Perhaps her dark years can be best summed up with this: When she returned from London to her Lorong Melayu home in Kembangan, she found out that her parents had split up and moved away - and no one told her.

Yet the local star is not bitter.

She says: "I have been extremely fortunate to have had benefactors in my life, however turbulent it was. My ballet teacher and the ballet community provided me with a haven and skills. The goodwill that has been extended to me is not forgotten. The lack of guidelines and boundaries in my childhood was not helpful."

Wong, known to be a fiercely private person in the past, is slowly opening up. She even updates her Instagram account (@lilinwong) regularly, sharing bits and pieces of her life with her over 10,000 followers. However, she is still a little uncomfortable delving into too much details about her childhood as it touches on sensitive topics.

Wong hopes to use her influence to make a difference to society.

"I had a tough childhood, so I understand what these youth are going through. We must learn to help whenever we can. In this way, we can earn good fortune and blessings," she says.

On picking Wong as its ambassador, Ms Ng Ling Ling, managing director of Community Chest, says: "Li-Lin's childhood and growing-up experiences allow her to empathise and understand some of the difficulties faced by our youth-at-risk."

She adds: "Her story of overcoming life's challenges and staying resilient will also help to motivate many beneficiaries we support, who are striving to live life with dignity to their fullest potential despite various difficulties."

Wong comes across as a tough cookie and someone who stands strong in times of adversity. When asked if her younger days haunt her, she replies: "No."

She says: "I believe my childhood was what it was for good reason. How often does one get to see the drama of life in its extremes unfold? It is fascinating as an anthropology and in the study of being human."

Having not worked full-time for the past nine years, Wong wants to focus her attention on her career now. Besides her Community Chest work, she is also a lifestyle health adviser and provides consultancy services to companies that want to introduce fitness programmes to their employees.

However, Wong laments the most difficult part about being a busy single mum is making time for her two children.

She says: "I explained to my kids that I have to spend more time at work these days to make money, and they told me, 'Mum, sometimes we'd rather be poor!'"

Me, my children & career

Single for about a year now, Wong Li-Lin intends to stay that way, at least in the near future. She divorced Allan Wu last June after nine years of marriage, and they have two children - daughter Sage, nine, and son Jonas, eight.

Speaking to The New Paper on Sunday at the ComChest Care & Share Charity Show 2014 last Sunday, a bubbly Wong says: "I am at the stage where I am looking at making more friends and knowing more people. But I am not looking for an exclusive relationship right now. I don't want anything serious."

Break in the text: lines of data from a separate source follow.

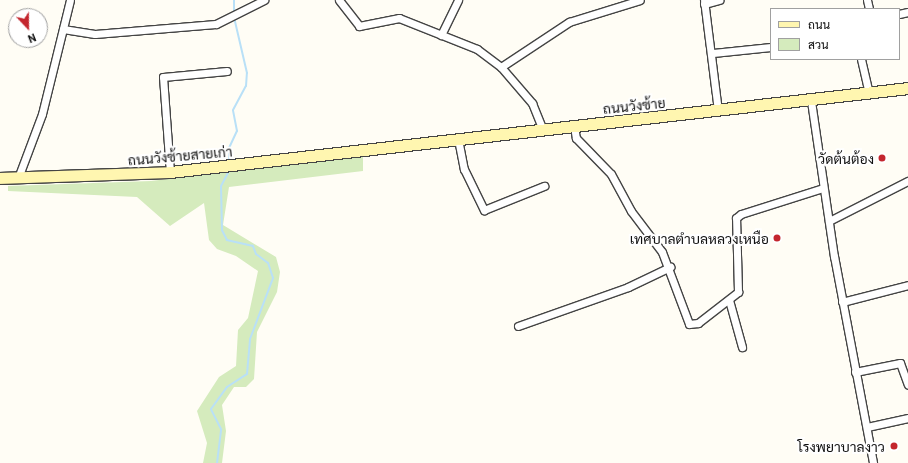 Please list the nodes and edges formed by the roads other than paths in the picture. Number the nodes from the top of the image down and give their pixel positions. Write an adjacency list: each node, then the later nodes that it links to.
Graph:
1 (70, 0): 8 (street)
2 (264, 0): 8 (street)
3 (339, 0): 9 (street)
4 (458, 0): 9 (street)
5 (640, 0): 13 (street)
6 (719, 0): 7 (street)
7 (704, 2): 11 (street)
8 (63, 29): 25 (street)
9 (441, 35): 13 (street)
10 (770, 47): 11 (street)
11 (713, 53): 18 (street)
12 (861, 60): 16 (street)
13 (501, 67): 20 (street)
14 (227, 71): 23 (street)
15 (908, 88): 16 (main road, ถนนวังซ้าย)
16 (869, 93): 17 (main road, ถนนวังซ้าย)
17 (811, 101): 18 (main road, ถนนวังซ้าย); 28 (street)
18 (718, 111): 19 (main road, ถนนวังซ้าย)
19 (574, 126): 20 (main road, ถนนวังซ้าย); 30 (street)
20 (543, 130): 21 (main road, ถนนวังซ้าย)
21 (458, 139): 22 (main road, ถนนวังซ้าย); 27 (street)
22 (362, 150): 23 (main road, ถนนวังซ้ายสายเก่า)
23 (170, 172): 25 (main road, ถนนวังซ้ายสายเก่า)
24 (0, 178): 25 (main road, ถนนวังซ้ายสายเก่า)
25 (18, 178)
26 (908, 181): 29 (street)
27 (544, 186)
28 (823, 188): 29 (street); 32 (street)
29 (829, 221): 33 (street)
30 (670, 268): 32 (street); 34 (street)
31 (908, 285): 33 (street)
32 (729, 300): 35 (street)
33 (842, 302): 36 (street)
34 (518, 326)
35 (742, 347)
36 (855, 372): 37 (street); 39 (street)
37 (907, 380)
38 (908, 418): 39 (street)
39 (866, 427): 40 (street)
40 (873, 463)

The Community Chest ambassador adds: "I am in an exclusive relationship with myself, my children and my career. I want to focus on myself."

She explains that she had three serious boyfriends since she started dating 22 years ago and was single for only six months in between each relationship.

She says: "I have always been attached. I want to use this time for myself to heal so I can learn and do better in the next relationship."

Wong was notably chattier and friendlier during the short interview with the local media, a far cry from her former private and guarded self when dealing with reporters. She credits that to being more comfortable with who she is now.

She also seems to have gotten over her divorce fairly well, sharing her feelings openly during the interview.

Speaking fondly of Wu, she says: "When a marriage breaks down, it is a big thing. The children get affected. But we can still be friends and Allan is still a fantastic dad to the children."

She adds: "It is unfortunate that we cannot show our kids how we handle an argument or a quarrel, but we can still be respectful and dignified towards each other. We just cannot remain in the husband-and-wife set-up anymore."